▶ _Record set_
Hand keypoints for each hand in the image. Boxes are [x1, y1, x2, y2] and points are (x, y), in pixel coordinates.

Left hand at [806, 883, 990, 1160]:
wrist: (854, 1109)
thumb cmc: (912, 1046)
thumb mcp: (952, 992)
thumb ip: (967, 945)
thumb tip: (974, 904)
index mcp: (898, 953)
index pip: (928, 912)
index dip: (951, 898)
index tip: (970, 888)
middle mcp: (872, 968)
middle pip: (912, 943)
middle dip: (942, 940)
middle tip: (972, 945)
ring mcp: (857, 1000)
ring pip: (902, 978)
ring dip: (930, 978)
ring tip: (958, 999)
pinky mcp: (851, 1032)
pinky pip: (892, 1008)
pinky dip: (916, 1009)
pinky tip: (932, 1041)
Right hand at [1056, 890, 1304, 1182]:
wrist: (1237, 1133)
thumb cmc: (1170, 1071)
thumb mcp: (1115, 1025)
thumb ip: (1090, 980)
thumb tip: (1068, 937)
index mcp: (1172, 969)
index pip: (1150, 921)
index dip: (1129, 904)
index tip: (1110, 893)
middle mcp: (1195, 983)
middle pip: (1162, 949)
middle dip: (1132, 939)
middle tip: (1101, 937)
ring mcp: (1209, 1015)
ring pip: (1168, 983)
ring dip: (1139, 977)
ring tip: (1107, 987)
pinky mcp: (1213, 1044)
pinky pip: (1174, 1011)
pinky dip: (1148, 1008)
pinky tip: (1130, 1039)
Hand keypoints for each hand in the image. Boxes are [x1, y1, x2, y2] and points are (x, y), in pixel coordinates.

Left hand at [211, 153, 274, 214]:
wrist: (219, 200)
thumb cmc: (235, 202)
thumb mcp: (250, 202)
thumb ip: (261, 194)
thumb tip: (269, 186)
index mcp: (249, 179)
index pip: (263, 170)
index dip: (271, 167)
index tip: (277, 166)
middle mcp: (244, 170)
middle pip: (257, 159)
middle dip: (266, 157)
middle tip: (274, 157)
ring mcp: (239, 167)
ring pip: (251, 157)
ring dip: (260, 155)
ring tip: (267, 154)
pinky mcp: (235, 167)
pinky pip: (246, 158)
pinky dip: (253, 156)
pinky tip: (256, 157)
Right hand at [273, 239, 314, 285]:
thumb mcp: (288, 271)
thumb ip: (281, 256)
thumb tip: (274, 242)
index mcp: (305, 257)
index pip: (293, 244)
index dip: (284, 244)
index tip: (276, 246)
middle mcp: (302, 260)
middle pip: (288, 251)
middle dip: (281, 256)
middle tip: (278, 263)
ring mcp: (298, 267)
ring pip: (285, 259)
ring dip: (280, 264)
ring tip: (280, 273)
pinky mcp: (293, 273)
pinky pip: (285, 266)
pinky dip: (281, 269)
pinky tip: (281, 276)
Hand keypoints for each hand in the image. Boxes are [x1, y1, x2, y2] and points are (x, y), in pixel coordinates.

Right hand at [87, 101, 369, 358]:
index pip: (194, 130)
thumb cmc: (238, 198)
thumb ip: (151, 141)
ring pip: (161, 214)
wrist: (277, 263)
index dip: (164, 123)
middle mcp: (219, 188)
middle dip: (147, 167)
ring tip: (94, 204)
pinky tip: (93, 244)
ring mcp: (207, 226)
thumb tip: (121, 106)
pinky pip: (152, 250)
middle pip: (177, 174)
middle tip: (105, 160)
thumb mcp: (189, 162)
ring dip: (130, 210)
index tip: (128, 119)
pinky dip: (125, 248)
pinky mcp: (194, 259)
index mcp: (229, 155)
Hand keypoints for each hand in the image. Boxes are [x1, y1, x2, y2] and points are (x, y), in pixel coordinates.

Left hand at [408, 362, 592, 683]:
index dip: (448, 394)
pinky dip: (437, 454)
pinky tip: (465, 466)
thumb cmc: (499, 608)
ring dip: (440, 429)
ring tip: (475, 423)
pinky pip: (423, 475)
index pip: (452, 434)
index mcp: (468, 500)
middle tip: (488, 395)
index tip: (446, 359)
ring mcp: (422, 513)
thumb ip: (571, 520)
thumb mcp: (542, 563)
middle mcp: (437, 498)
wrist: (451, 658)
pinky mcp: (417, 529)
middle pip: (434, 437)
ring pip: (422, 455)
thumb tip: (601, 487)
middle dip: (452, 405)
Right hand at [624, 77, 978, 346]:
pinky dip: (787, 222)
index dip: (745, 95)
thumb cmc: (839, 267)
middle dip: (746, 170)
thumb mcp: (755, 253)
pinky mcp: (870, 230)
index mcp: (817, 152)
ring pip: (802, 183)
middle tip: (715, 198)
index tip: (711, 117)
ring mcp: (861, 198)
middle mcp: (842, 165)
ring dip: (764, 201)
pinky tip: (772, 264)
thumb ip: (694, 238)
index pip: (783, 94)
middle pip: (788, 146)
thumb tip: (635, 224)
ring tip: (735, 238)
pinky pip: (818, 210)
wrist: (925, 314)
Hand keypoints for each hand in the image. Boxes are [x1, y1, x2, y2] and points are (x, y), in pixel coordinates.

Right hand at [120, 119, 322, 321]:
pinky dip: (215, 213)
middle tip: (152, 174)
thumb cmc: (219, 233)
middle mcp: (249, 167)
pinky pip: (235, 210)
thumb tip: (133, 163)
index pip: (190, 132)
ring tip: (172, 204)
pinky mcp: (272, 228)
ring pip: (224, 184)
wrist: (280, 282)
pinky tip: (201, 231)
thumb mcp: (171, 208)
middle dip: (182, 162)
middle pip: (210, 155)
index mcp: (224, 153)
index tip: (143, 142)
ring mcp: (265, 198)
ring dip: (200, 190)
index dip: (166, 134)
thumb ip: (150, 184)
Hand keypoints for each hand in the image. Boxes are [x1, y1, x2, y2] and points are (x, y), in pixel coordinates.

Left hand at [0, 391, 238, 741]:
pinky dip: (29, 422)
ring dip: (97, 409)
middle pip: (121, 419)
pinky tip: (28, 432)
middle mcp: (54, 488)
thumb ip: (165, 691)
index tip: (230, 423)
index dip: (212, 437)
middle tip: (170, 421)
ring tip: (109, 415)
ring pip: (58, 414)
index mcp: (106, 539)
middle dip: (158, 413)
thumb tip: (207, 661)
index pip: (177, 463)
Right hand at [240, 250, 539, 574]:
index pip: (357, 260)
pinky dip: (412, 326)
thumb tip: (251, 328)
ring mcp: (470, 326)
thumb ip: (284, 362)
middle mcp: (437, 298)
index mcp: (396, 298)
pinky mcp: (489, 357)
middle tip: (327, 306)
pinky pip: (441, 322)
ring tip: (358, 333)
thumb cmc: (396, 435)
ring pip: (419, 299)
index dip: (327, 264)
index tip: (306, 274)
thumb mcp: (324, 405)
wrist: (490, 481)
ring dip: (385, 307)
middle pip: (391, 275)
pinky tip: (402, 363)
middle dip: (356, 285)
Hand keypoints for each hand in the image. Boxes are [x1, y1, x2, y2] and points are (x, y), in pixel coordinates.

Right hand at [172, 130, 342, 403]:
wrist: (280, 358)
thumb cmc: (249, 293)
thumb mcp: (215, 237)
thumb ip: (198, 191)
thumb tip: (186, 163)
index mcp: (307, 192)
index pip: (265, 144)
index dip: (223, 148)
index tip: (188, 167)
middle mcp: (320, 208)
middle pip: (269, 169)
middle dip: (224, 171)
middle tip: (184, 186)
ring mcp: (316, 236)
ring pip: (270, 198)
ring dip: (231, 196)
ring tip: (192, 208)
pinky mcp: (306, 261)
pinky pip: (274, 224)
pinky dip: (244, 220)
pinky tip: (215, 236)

▶ _Required work_
Please make the answer a complete, exact reproduction of the records.

▶ _Exercise answer_
Hand keypoints for each hand in the image. Boxes are [x1, y1, x2, y2] and points are (x, y), in pixel coordinates.

Left hand at [806, 883, 990, 1160]:
wrist: (854, 1109)
thumb cmc: (912, 1046)
thumb mcp: (952, 992)
thumb ip: (967, 945)
thumb tip: (974, 904)
index mcp: (898, 953)
index pip: (928, 912)
index dip: (951, 898)
index tip: (970, 888)
middle mcp: (872, 968)
middle pip: (912, 943)
middle dip: (942, 940)
middle tip: (972, 945)
ring mcp: (857, 1000)
ring pip: (902, 978)
ring dip: (930, 978)
ring tip: (958, 999)
pinky mcp: (851, 1032)
pinky pip: (892, 1008)
pinky dip: (916, 1009)
pinky tip: (932, 1041)
Right hand at [1056, 890, 1304, 1182]:
wrist: (1237, 1133)
thumb cmc: (1170, 1071)
thumb mcp: (1115, 1025)
thumb ip: (1090, 980)
thumb tip: (1068, 937)
index mcp: (1172, 969)
index pip: (1150, 921)
index dip: (1129, 904)
index tip: (1110, 893)
middle mcp: (1195, 983)
middle pip: (1162, 949)
middle dip: (1132, 939)
middle tip: (1101, 937)
ring mcp: (1209, 1015)
ring pip: (1168, 983)
ring dip: (1139, 977)
ring tip: (1107, 987)
pinky mcp: (1213, 1044)
pinky pip: (1174, 1011)
pinky dip: (1148, 1008)
pinky tip: (1130, 1039)
Hand keypoints for each hand in the image. Boxes are [x1, y1, x2, y2] and points are (x, y), in pixel coordinates.

Left hand at [211, 153, 274, 214]:
wrist: (219, 200)
thumb cmc: (235, 202)
thumb mcp: (250, 202)
thumb ip: (261, 194)
thumb tip: (269, 186)
index mcp: (249, 179)
index pip: (263, 170)
index dip: (271, 167)
index tip: (277, 166)
middle mcp: (244, 170)
middle pip: (257, 159)
middle dip: (266, 157)
middle tip: (274, 157)
ring mcp: (239, 167)
ring pip: (251, 157)
ring dip: (260, 155)
ring tip: (267, 154)
pinky mcp: (235, 167)
pinky pip: (246, 158)
pinky dip: (253, 156)
pinky tip: (256, 157)
Right hand at [273, 239, 314, 285]:
thumb mcp: (288, 271)
thumb ip: (281, 256)
thumb tip: (274, 242)
index mcp: (305, 257)
index pip: (293, 244)
index dip: (284, 244)
index tip: (276, 246)
middle mcp: (302, 260)
middle pip: (288, 251)
middle dip: (281, 256)
middle tip: (278, 263)
ring mcp: (298, 267)
ring pip: (285, 259)
ring dip: (280, 264)
ring tip: (280, 273)
pinky mcp: (293, 273)
pinky pip: (285, 266)
pinky dip: (281, 269)
pinky tip: (281, 276)
Hand keypoints for each hand in the image. Boxes are [x1, y1, x2, y2] and points are (x, y), in pixel coordinates.

Right hand at [87, 101, 369, 358]:
index pip: (194, 130)
thumb cmc: (238, 198)
thumb ip: (151, 141)
ring pip: (161, 214)
wrist: (277, 263)
index dip: (164, 123)
middle mcp: (219, 188)
middle dip: (147, 167)
ring tip: (94, 204)
pinky tip: (93, 244)
ring mcp: (207, 226)
thumb tip: (121, 106)
pinky pip: (152, 250)
middle pip: (177, 174)
middle tip: (105, 160)
thumb mcp: (189, 162)
ring dip: (130, 210)
index tip: (128, 119)
pinky dip: (125, 248)
pinky mcp: (194, 259)
index mcp: (229, 155)
Hand keypoints for each hand in the image. Boxes are [x1, y1, x2, y2] and points are (x, y), in pixel coordinates.

Left hand at [408, 362, 592, 683]:
index dip: (448, 394)
pinky dip: (437, 454)
pinky tip: (465, 466)
thumb cmc: (499, 608)
ring dip: (440, 429)
ring tip: (475, 423)
pinky pip: (423, 475)
index pip: (452, 434)
index mcp: (468, 500)
middle tip: (488, 395)
index tip: (446, 359)
ring mcp: (422, 513)
thumb ip: (571, 520)
thumb mcp: (542, 563)
middle mcp: (437, 498)
wrist: (451, 658)
pinky mcp: (417, 529)
middle pip: (434, 437)
ring pip: (422, 455)
thumb tip: (601, 487)
middle dip: (452, 405)
Right hand at [624, 77, 978, 346]:
pinky dip: (787, 222)
index dip: (745, 95)
thumb cmc: (839, 267)
middle dip: (746, 170)
thumb mcp: (755, 253)
pinky mcp: (870, 230)
index mcp: (817, 152)
ring pip: (802, 183)
middle tip: (715, 198)
index tip: (711, 117)
ring mcp: (861, 198)
middle mcp: (842, 165)
ring dip: (764, 201)
pinky tip: (772, 264)
thumb ip: (694, 238)
index pip: (783, 94)
middle pip: (788, 146)
thumb tip: (635, 224)
ring tip: (735, 238)
pinky pip: (818, 210)
wrist: (925, 314)
Hand keypoints for each hand in the image. Boxes are [x1, y1, x2, y2] and points are (x, y), in pixel coordinates.

Right hand at [120, 119, 322, 321]:
pinky dip: (215, 213)
middle tip: (152, 174)
thumb cmc: (219, 233)
middle mcp: (249, 167)
pinky pip: (235, 210)
thumb tip: (133, 163)
index pip: (190, 132)
ring tip: (172, 204)
pinky mcp: (272, 228)
ring pip: (224, 184)
wrist: (280, 282)
pinky tip: (201, 231)
thumb mcp: (171, 208)
middle dip: (182, 162)
middle pip: (210, 155)
index mcp: (224, 153)
index tip: (143, 142)
ring mcp: (265, 198)
ring dip: (200, 190)
index dip: (166, 134)
thumb ip: (150, 184)
Hand keypoints for each hand in the image. Boxes are [x1, y1, x2, y2] and points are (x, y), in pixel coordinates.

Left hand at [0, 391, 238, 741]:
pinky dip: (29, 422)
ring dip: (97, 409)
middle pip: (121, 419)
pinky tip: (28, 432)
middle mcp: (54, 488)
thumb ip: (165, 691)
index tip: (230, 423)
index dip: (212, 437)
middle tip: (170, 421)
ring tip: (109, 415)
ring pip: (58, 414)
index mcp: (106, 539)
middle dip: (158, 413)
thumb tip: (207, 661)
index pip: (177, 463)
Right hand at [240, 250, 539, 574]:
index pip: (357, 260)
pinky dip: (412, 326)
thumb tip: (251, 328)
ring mcp: (470, 326)
thumb ip: (284, 362)
middle mcp: (437, 298)
index mcp: (396, 298)
pinky mcp: (489, 357)
middle tip: (327, 306)
pinky pip: (441, 322)
ring tip: (358, 333)
thumb cmc: (396, 435)
ring pip: (419, 299)
index dip: (327, 264)
index tip: (306, 274)
thumb mcp: (324, 405)
wrist: (490, 481)
ring dip: (385, 307)
middle pip: (391, 275)
pinky tip: (402, 363)
middle dip: (356, 285)
Hand keypoints for each hand in the image. Boxes are [x1, y1, x2, y2] and points are (x, y), in pixel coordinates.

Right hand at [172, 130, 342, 403]:
wrist: (280, 358)
thumb cmc: (249, 293)
thumb mcp: (215, 237)
thumb ip: (198, 191)
thumb tip: (186, 163)
index mcp: (307, 192)
index pip: (265, 144)
index dip: (223, 148)
index tip: (188, 167)
middle mcp: (320, 208)
middle pip: (269, 169)
middle dip: (224, 171)
middle tip: (184, 186)
ring mcp: (316, 236)
ring pip: (270, 198)
ring dip: (231, 196)
ring tip: (192, 208)
pinky mcp: (306, 261)
pinky pip: (274, 224)
pinky dip: (244, 220)
pinky tip: (215, 236)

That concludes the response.